* _What is needed_
Set down all of the records word for word.

--- START ---

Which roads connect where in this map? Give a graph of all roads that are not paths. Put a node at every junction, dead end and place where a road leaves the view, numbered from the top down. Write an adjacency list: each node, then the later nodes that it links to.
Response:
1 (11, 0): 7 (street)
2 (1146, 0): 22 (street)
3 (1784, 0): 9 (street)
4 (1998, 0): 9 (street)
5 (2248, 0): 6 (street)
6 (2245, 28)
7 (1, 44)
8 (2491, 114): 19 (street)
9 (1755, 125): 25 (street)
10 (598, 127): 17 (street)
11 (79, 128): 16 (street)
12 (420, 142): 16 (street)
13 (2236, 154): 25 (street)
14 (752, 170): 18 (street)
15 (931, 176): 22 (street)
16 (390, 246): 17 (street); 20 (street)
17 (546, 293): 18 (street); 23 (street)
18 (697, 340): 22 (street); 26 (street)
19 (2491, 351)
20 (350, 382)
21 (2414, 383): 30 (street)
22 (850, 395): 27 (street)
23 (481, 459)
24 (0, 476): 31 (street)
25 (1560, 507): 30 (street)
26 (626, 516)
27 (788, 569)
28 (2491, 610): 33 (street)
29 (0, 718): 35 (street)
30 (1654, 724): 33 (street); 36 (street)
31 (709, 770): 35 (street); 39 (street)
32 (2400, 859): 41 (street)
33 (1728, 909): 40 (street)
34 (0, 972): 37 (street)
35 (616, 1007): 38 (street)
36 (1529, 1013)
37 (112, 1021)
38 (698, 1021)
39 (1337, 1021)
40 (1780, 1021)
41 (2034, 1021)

--- END ---

* _Response for this exercise_
Which roads connect where in this map? Give a graph of all roads that are not paths. Put a node at every junction, dead end and place where a road leaves the view, numbered from the top down. Write an adjacency list: each node, then the later nodes that it links to.
Response:
1 (11, 0): 7 (street)
2 (1146, 0): 22 (street)
3 (1784, 0): 9 (street)
4 (1998, 0): 9 (street)
5 (2248, 0): 6 (street)
6 (2245, 28)
7 (1, 44)
8 (2491, 114): 19 (street)
9 (1755, 125): 25 (street)
10 (598, 127): 17 (street)
11 (79, 128): 16 (street)
12 (420, 142): 16 (street)
13 (2236, 154): 25 (street)
14 (752, 170): 18 (street)
15 (931, 176): 22 (street)
16 (390, 246): 17 (street); 20 (street)
17 (546, 293): 18 (street); 23 (street)
18 (697, 340): 22 (street); 26 (street)
19 (2491, 351)
20 (350, 382)
21 (2414, 383): 30 (street)
22 (850, 395): 27 (street)
23 (481, 459)
24 (0, 476): 31 (street)
25 (1560, 507): 30 (street)
26 (626, 516)
27 (788, 569)
28 (2491, 610): 33 (street)
29 (0, 718): 35 (street)
30 (1654, 724): 33 (street); 36 (street)
31 (709, 770): 35 (street); 39 (street)
32 (2400, 859): 41 (street)
33 (1728, 909): 40 (street)
34 (0, 972): 37 (street)
35 (616, 1007): 38 (street)
36 (1529, 1013)
37 (112, 1021)
38 (698, 1021)
39 (1337, 1021)
40 (1780, 1021)
41 (2034, 1021)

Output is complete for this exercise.